# [PROBLEM TO SOLVE]
Write out the records that follow exactly. Do not include pictures.

#####

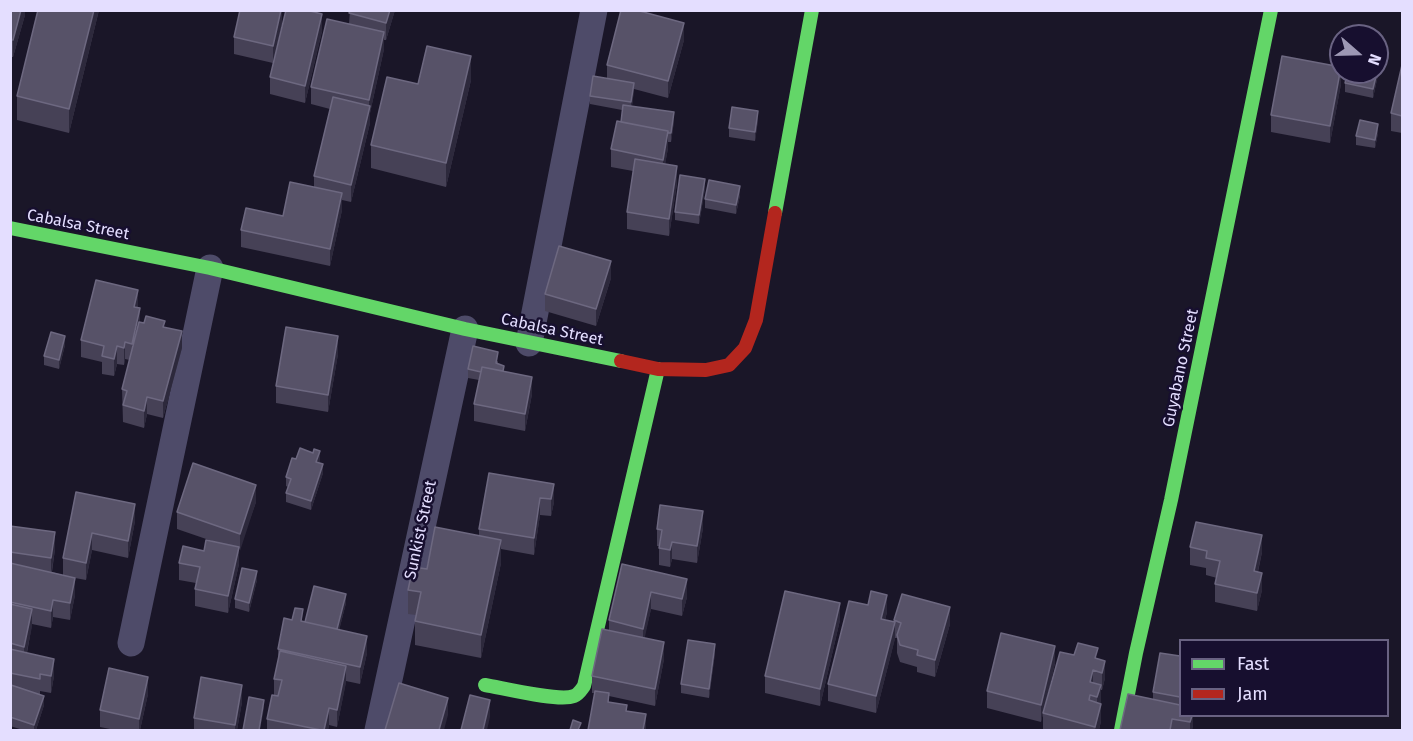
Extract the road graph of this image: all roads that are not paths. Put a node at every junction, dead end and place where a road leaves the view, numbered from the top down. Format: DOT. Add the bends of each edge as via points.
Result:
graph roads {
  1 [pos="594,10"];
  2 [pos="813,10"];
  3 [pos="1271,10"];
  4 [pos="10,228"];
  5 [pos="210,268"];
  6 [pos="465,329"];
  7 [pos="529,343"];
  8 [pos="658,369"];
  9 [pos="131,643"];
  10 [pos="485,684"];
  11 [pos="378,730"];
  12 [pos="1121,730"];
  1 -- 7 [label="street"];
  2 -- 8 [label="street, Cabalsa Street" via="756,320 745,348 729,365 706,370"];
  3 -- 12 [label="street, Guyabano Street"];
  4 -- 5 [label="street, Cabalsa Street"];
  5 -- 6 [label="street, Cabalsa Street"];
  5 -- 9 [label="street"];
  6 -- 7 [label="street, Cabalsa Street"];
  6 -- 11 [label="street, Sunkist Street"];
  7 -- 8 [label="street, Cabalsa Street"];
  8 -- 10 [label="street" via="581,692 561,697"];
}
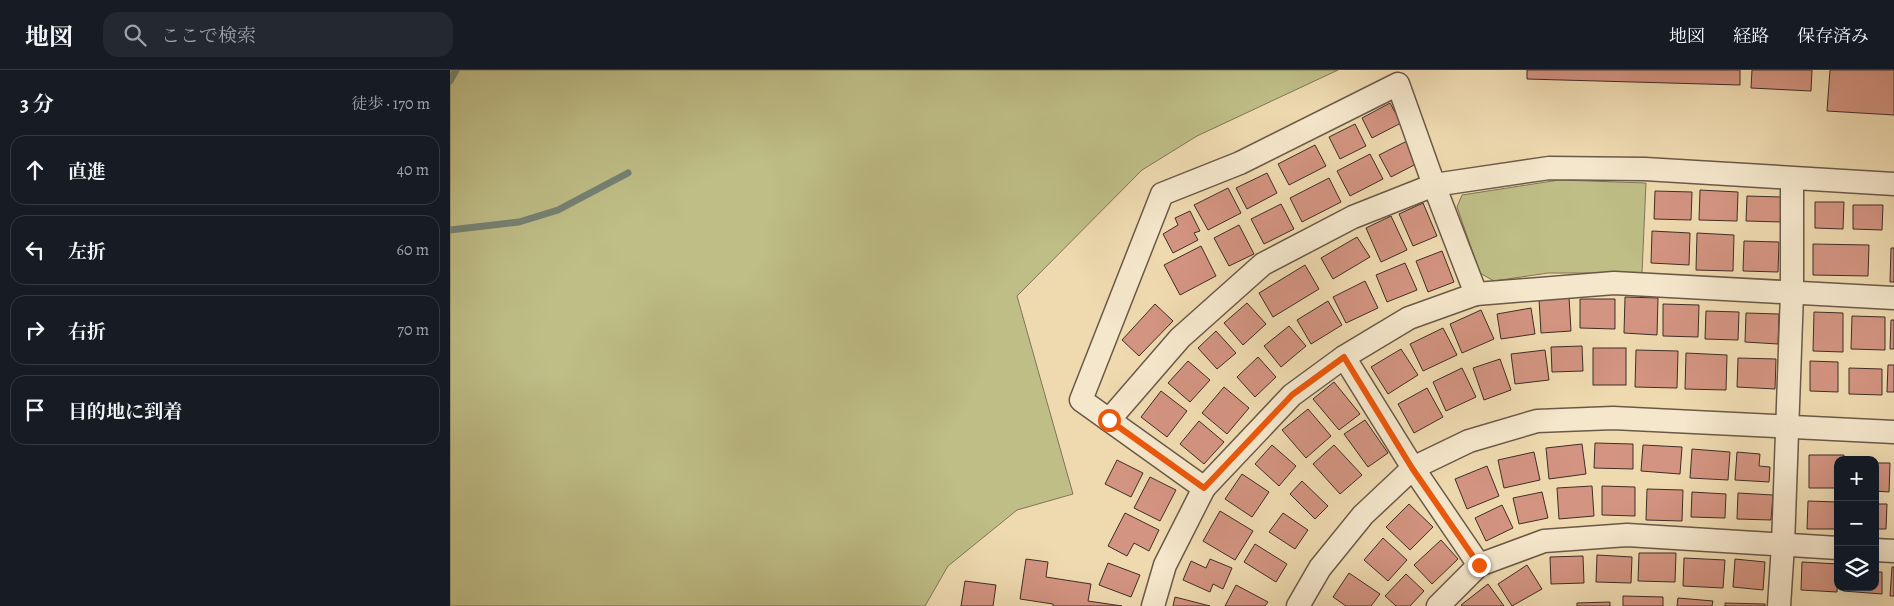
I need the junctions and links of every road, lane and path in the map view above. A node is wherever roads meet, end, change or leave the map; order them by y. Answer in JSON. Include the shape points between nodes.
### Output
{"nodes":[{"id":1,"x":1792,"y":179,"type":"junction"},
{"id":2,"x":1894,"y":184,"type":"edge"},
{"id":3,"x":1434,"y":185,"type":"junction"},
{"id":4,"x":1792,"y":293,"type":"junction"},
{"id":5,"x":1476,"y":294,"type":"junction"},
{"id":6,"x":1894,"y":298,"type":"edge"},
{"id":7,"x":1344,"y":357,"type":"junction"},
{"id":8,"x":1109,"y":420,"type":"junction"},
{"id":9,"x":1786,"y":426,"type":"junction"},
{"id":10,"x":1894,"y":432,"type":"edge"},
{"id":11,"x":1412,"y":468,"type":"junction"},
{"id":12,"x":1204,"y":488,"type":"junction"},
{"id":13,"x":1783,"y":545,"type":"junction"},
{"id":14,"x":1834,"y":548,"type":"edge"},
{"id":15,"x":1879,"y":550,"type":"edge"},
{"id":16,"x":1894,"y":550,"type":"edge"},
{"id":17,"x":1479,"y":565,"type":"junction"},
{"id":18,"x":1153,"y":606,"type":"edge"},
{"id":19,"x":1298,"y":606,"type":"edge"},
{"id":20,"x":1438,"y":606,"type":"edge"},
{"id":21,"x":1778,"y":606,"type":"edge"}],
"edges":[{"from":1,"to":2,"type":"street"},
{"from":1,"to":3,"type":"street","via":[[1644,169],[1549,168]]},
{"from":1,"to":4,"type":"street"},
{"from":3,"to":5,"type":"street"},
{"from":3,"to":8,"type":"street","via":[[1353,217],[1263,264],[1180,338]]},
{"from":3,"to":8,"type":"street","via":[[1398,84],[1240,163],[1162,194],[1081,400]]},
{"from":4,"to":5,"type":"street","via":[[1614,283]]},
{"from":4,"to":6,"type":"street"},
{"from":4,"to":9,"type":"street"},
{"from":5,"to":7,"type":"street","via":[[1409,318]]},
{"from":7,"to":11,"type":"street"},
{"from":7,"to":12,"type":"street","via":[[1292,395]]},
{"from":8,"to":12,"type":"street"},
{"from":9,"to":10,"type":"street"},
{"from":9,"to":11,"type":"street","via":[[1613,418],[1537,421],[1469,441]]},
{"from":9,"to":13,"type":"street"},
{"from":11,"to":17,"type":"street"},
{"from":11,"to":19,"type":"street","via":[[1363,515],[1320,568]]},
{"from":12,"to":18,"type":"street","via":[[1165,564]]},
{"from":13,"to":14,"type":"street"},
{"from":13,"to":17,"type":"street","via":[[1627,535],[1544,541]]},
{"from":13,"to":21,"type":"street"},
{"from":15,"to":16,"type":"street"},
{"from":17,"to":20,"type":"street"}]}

#####

# [EXERCISE RESULT]
Extract the road graph of this image: all roads that are not paths. Put a node at every junction, dead end and place where a road leaves the view, numbered from the top down. Format: DOT. Add the bends of each edge as via points.
Result:
graph roads {
  1 [pos="594,10"];
  2 [pos="813,10"];
  3 [pos="1271,10"];
  4 [pos="10,228"];
  5 [pos="210,268"];
  6 [pos="465,329"];
  7 [pos="529,343"];
  8 [pos="658,369"];
  9 [pos="131,643"];
  10 [pos="485,684"];
  11 [pos="378,730"];
  12 [pos="1121,730"];
  1 -- 7 [label="street"];
  2 -- 8 [label="street, Cabalsa Street" via="756,320 745,348 729,365 706,370"];
  3 -- 12 [label="street, Guyabano Street"];
  4 -- 5 [label="street, Cabalsa Street"];
  5 -- 6 [label="street, Cabalsa Street"];
  5 -- 9 [label="street"];
  6 -- 7 [label="street, Cabalsa Street"];
  6 -- 11 [label="street, Sunkist Street"];
  7 -- 8 [label="street, Cabalsa Street"];
  8 -- 10 [label="street" via="581,692 561,697"];
}
I need the junctions and links of every road, lane and path in the map view above. A node is wherever roads meet, end, change or leave the map; order them by y. Answer in JSON. Include the shape points between nodes.
### Output
{"nodes":[{"id":1,"x":1792,"y":179,"type":"junction"},
{"id":2,"x":1894,"y":184,"type":"edge"},
{"id":3,"x":1434,"y":185,"type":"junction"},
{"id":4,"x":1792,"y":293,"type":"junction"},
{"id":5,"x":1476,"y":294,"type":"junction"},
{"id":6,"x":1894,"y":298,"type":"edge"},
{"id":7,"x":1344,"y":357,"type":"junction"},
{"id":8,"x":1109,"y":420,"type":"junction"},
{"id":9,"x":1786,"y":426,"type":"junction"},
{"id":10,"x":1894,"y":432,"type":"edge"},
{"id":11,"x":1412,"y":468,"type":"junction"},
{"id":12,"x":1204,"y":488,"type":"junction"},
{"id":13,"x":1783,"y":545,"type":"junction"},
{"id":14,"x":1834,"y":548,"type":"edge"},
{"id":15,"x":1879,"y":550,"type":"edge"},
{"id":16,"x":1894,"y":550,"type":"edge"},
{"id":17,"x":1479,"y":565,"type":"junction"},
{"id":18,"x":1153,"y":606,"type":"edge"},
{"id":19,"x":1298,"y":606,"type":"edge"},
{"id":20,"x":1438,"y":606,"type":"edge"},
{"id":21,"x":1778,"y":606,"type":"edge"}],
"edges":[{"from":1,"to":2,"type":"street"},
{"from":1,"to":3,"type":"street","via":[[1644,169],[1549,168]]},
{"from":1,"to":4,"type":"street"},
{"from":3,"to":5,"type":"street"},
{"from":3,"to":8,"type":"street","via":[[1353,217],[1263,264],[1180,338]]},
{"from":3,"to":8,"type":"street","via":[[1398,84],[1240,163],[1162,194],[1081,400]]},
{"from":4,"to":5,"type":"street","via":[[1614,283]]},
{"from":4,"to":6,"type":"street"},
{"from":4,"to":9,"type":"street"},
{"from":5,"to":7,"type":"street","via":[[1409,318]]},
{"from":7,"to":11,"type":"street"},
{"from":7,"to":12,"type":"street","via":[[1292,395]]},
{"from":8,"to":12,"type":"street"},
{"from":9,"to":10,"type":"street"},
{"from":9,"to":11,"type":"street","via":[[1613,418],[1537,421],[1469,441]]},
{"from":9,"to":13,"type":"street"},
{"from":11,"to":17,"type":"street"},
{"from":11,"to":19,"type":"street","via":[[1363,515],[1320,568]]},
{"from":12,"to":18,"type":"street","via":[[1165,564]]},
{"from":13,"to":14,"type":"street"},
{"from":13,"to":17,"type":"street","via":[[1627,535],[1544,541]]},
{"from":13,"to":21,"type":"street"},
{"from":15,"to":16,"type":"street"},
{"from":17,"to":20,"type":"street"}]}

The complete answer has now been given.